While you might not be the one having this discussion with families, it's also important to consider risk factors for low milk supply. These risk factors include polycystic ovary syndrome, diabetes, hypothyroidism, obesity, previous breast surgery, infertility, low milk production for previous baby, and excessive postpartum blood loss, among others. It’s also important to know what the consensus recommendations for breastfeeding are. The American Academy of Pediatrics, the World Health Organization, and the Institute of Medicine are among many organizations that recommend exclusive breastfeeding for the first 6 months, with continuation of breastfeeding for 2 years or longer, as mutually desired by parent and baby. However, remember that these recommendations can feel intimidating, particularly to sleep-deprived, overwhelmed parents. Sometimes it can be helpful to simply tell parents that the various organizations mentioned above recommend that parents breastfeed as much and as long as they can, as any breastfeeding is better than none.
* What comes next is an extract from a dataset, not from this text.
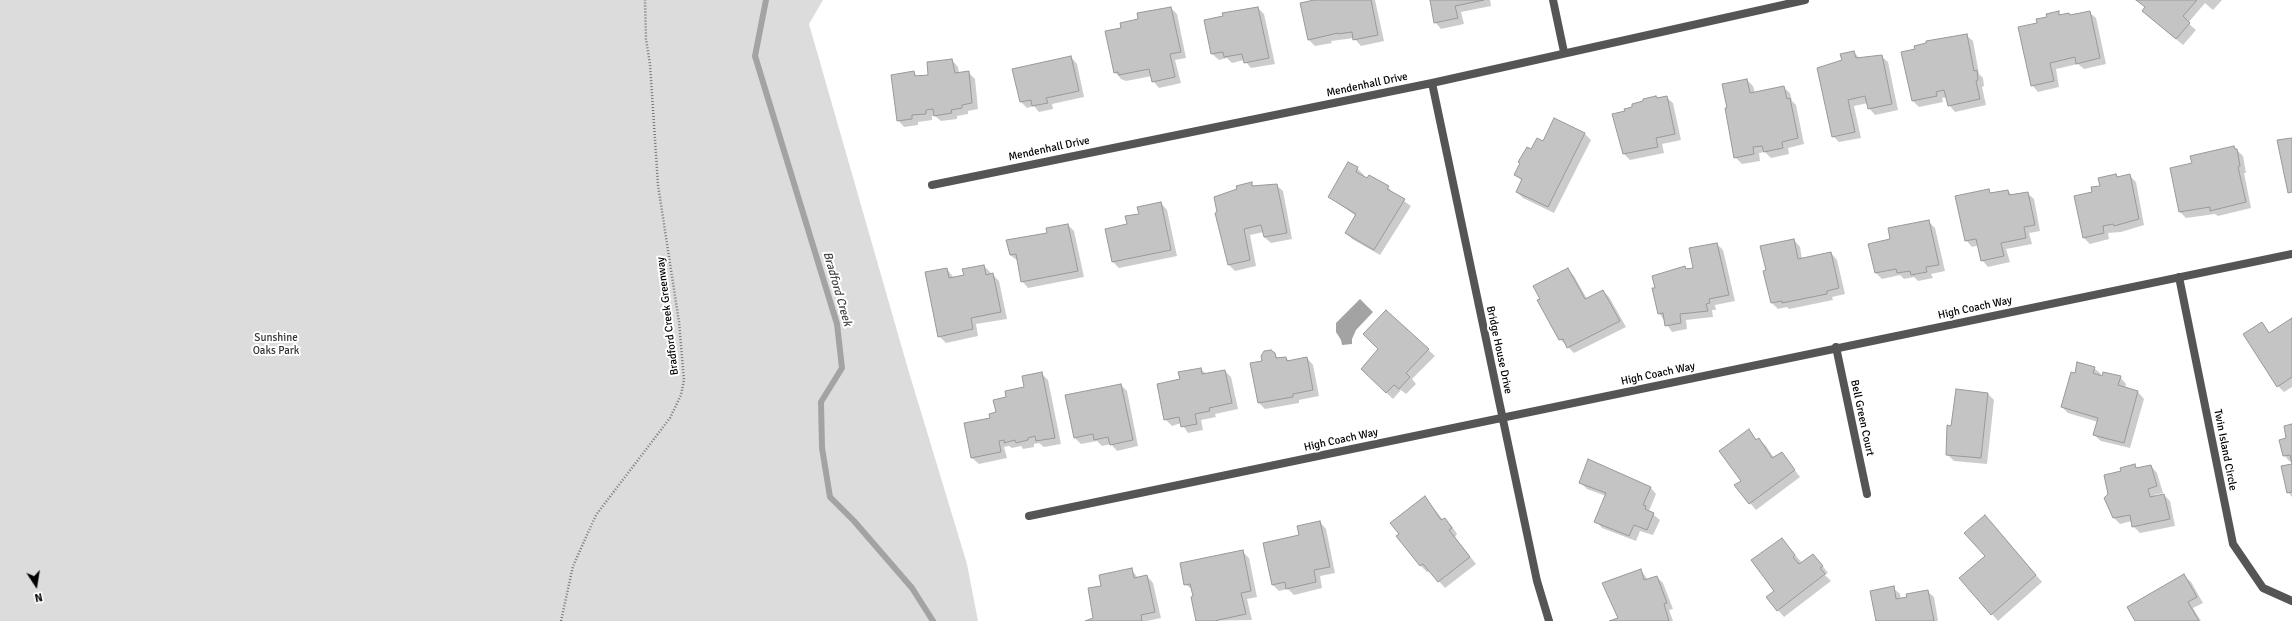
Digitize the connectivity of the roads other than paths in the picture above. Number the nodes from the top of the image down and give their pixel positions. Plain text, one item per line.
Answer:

Let’s now talk a bit about the process of lactogenesis, which is how breast milk production starts and continues. This is important to understand when you counsel patients on breastfeeding. There are 3 stages to lactogenesis. Stage 1 of lactogenesis, also called secretory initiation, begins during the second half of pregnancy. The placenta supplies high levels of progesterone. This prepares the breast for milk production. Differentiation of the breast’s alveolar cells stops, resulting in increased potential of the breasts to produce milk and proliferation of secretory cells. In this stage, women produce drops of early breastmilk or colostrum, which is nutrient dense and high in antibodies. In stage 2 of lactogenesis, also called secretory activation, there is increased milk production. This phase happens after birth and is stimulated by the removal of the placenta which causes a rapid drop in progesterone. Additionally in stage 2, having the baby suck on the breast results in a rise in prolactin, cortisol, and insulin. Usually, by 3-5 days postpartum (longer for women who underwent a cesarean delivery), women experience swelling of their breasts, along with increased milk production. Finally, stage 3 of lactogenesis, also called galactopoiesis, refers to the maintenance of milk production through frequent emptying of the breasts. In general, the more milk that is emptied from the breast, the more milk is produced. By understanding this process, you can help to make the family aware of how important it is for the mother’s breasts to be frequently emptied, either by the baby suckling or by pumping to maximize milk-making capacity. Each breastfeeding or milk expression session is a signal to the mother’s body to make more milk.
Although breastfeeding is ultimately exciting and rewarding, it can sometimes initially be a painful and frustrating experience for new families. This is often a surprise to parents, as they assume that something so natural will be easy. However, it can take 2-3 weeks for both the baby and the parent to get the hang of it. By helping parents understand what to expect and how to manage common concerns, you can help to positively influence a special part of their and their baby’s journey.